How did you solve it?!

GeekyTex commented 6 years ago

Thanks @LucasSales, this ended up fixing the issue for me as well. It looks like port 443 has since been added to the needed SGs, but I was still getting the following error in my metrics-server:

E1026 14:41:58.325491 1 manager.go:102] unable to fully collect metrics: [unable to fully scrape metrics from source kubelet_summary:ip-10-0-166-28.ec2.internal: unable to fetch metrics from Kubelet ip-10-0-166-28.ec2.internal (ip-10-0-166-28.ec2.internal): Get https://ip-10-0-166-28.ec2.internal:10250/stats/summary/: dial tcp: lookup ip-10-0-166-28.ec2.internal on 172.20.0.10:53: no such host, unable to fully scrape metrics from source kubelet_summary:ip-10-0-135-135.ec2.internal: unable to fetch metrics from Kubelet ip-10-0-135-135.ec2.internal (ip-10-0-135-135.ec2.internal): Get https://ip-10-0-135-135.ec2.internal:10250/stats/summary/: dial tcp: lookup ip-10-0-135-135.ec2.internal on 172.20.0.10:53: no such host, unable to fully scrape metrics from source kubelet_summary:ip-10-0-146-30.ec2.internal: unable to fetch metrics from Kubelet ip-10-0-146-30.ec2.internal (ip-10-0-146-30.ec2.internal): Get https://ip-10-0-146-30.ec2.internal:10250/stats/summary/: dial tcp: lookup ip-10-0-146-30.ec2.internal on 172.20.0.10:53: no such host]

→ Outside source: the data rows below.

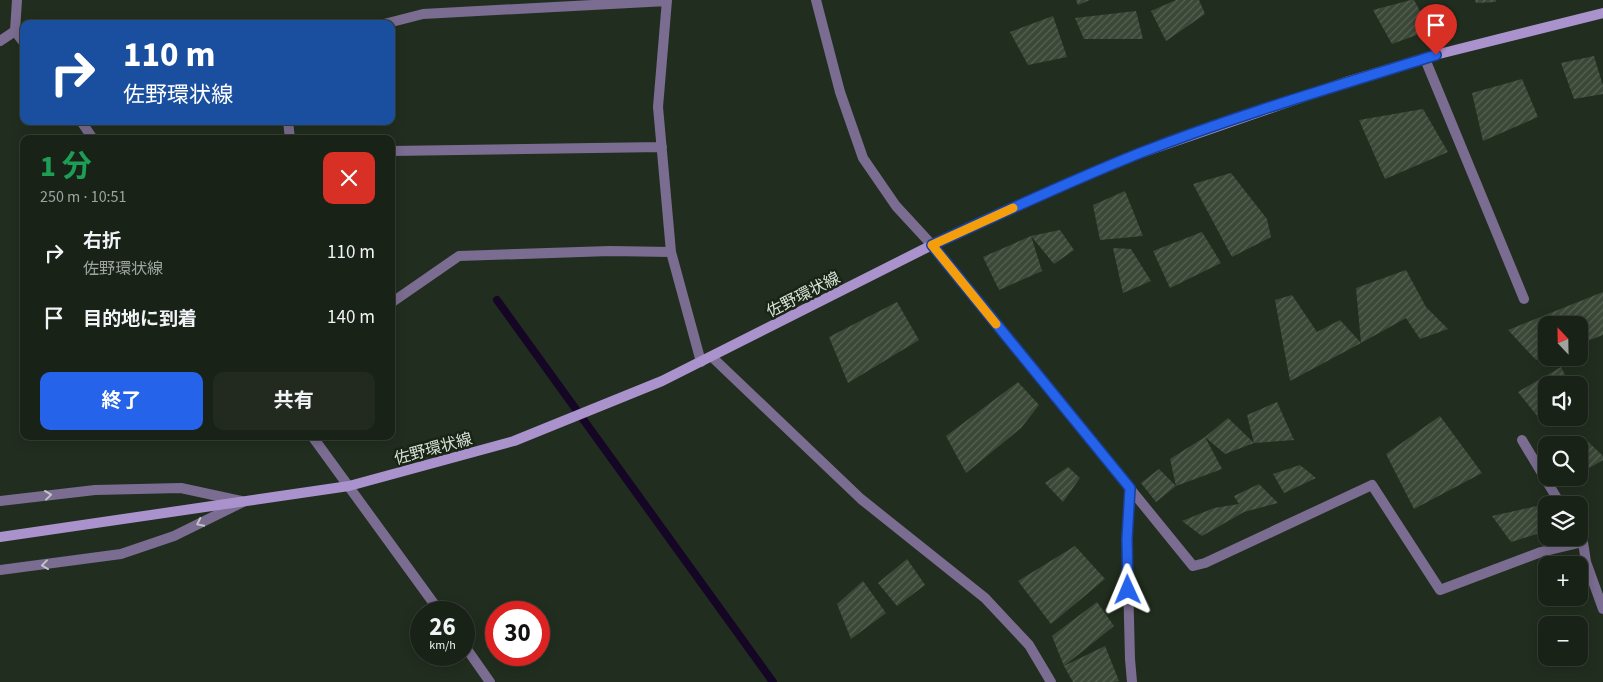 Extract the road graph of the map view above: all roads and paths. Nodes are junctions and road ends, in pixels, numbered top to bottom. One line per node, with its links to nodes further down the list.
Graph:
1 (16, 0): 6 (street)
2 (667, 0): 5 (street); 10 (street)
3 (816, 0): 12 (street)
4 (1603, 13): 9 (main road, 佐野環状線)
5 (395, 21)
6 (14, 31): 7 (street); 8 (street)
7 (20, 39)
8 (0, 41)
9 (1425, 58): 12 (main road, 佐野環状線); 14 (street)
10 (662, 147): 11 (street); 13 (street)
11 (395, 151)
12 (932, 245): 16 (main road, 佐野環状線); 21 (street)
13 (672, 252): 15 (street); 17 (street)
14 (1524, 299)
15 (395, 300)
16 (712, 357): 17 (main road, 佐野環状線); 33 (street)
17 (701, 362): 20 (main road, 佐野環状線)
18 (315, 440): 20 (street)
19 (1522, 440): 22 (street)
20 (348, 486): 24 (main road, 佐野環状線); 29 (street)
21 (1130, 488): 26 (street); 34 (street)
22 (1556, 496)
23 (0, 501): 24 (street, one-way to 24)
24 (244, 502): 25 (main road, 佐野環状線); 28 (street, one-way to 28)
25 (0, 537)
26 (1559, 546)
27 (1583, 546): 30 (street)
28 (0, 570)
29 (432, 601)
30 (1603, 609)
31 (475, 661): 32 (street)
32 (490, 682)
33 (1051, 682)
34 (1132, 682)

Adding the command above works. Not sure if the root issue is related to CNI or something else. Would be curious to know if anyone else hits this.

FWIW, my cluster was manually set up (still in early POC phase) and was built per the current AWS Getting Started docs.

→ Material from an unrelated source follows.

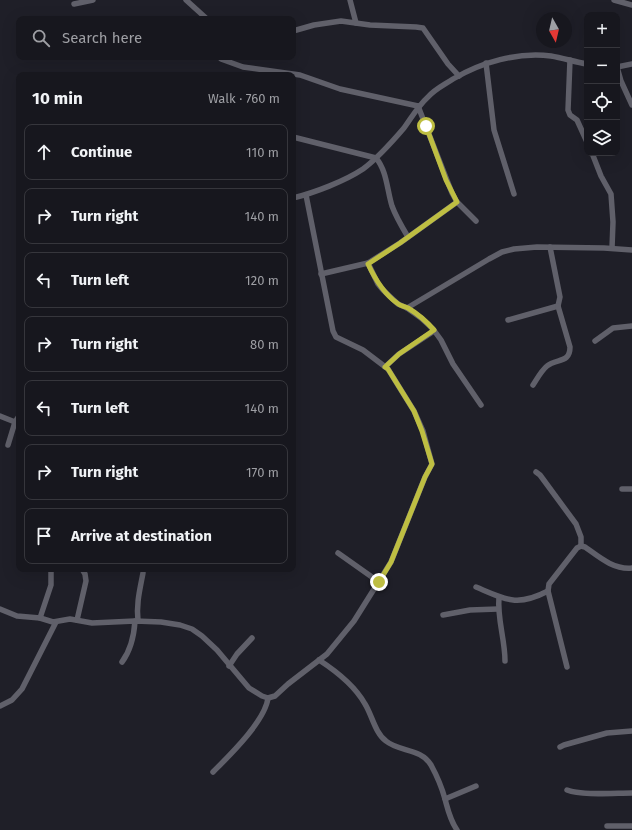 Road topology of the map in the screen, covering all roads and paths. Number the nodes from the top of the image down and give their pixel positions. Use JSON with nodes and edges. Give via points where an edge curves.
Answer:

kiahmed commented 5 years ago

stuck with this issue over a week..tried all the above ..tried @LucasSales approach but that gives certificate error saying not created for that host ip, and my host would be changing in my cluster . port 443 is opened though ..not sure why everybody is talking about that

DirectXMan12 commented 5 years ago

@kiahmed basically, you need to tell metrics-server to connect to your pods using a name or address that it can actually look up. So, by saying InternalIP, you're telling metrics-server to not use hostnames, but instead use the internal IP address of the node. However, if your serving certificates on the Kubelet aren't valid for that IP, you'll get a certificate error.

kiahmed commented 5 years ago

--kubelet-insecure-tls did the job which is okay for now for dev cluster, but even in prod api would be getting access under k8 main apiserver anyway and it has its own CA and validation, so does it really matter?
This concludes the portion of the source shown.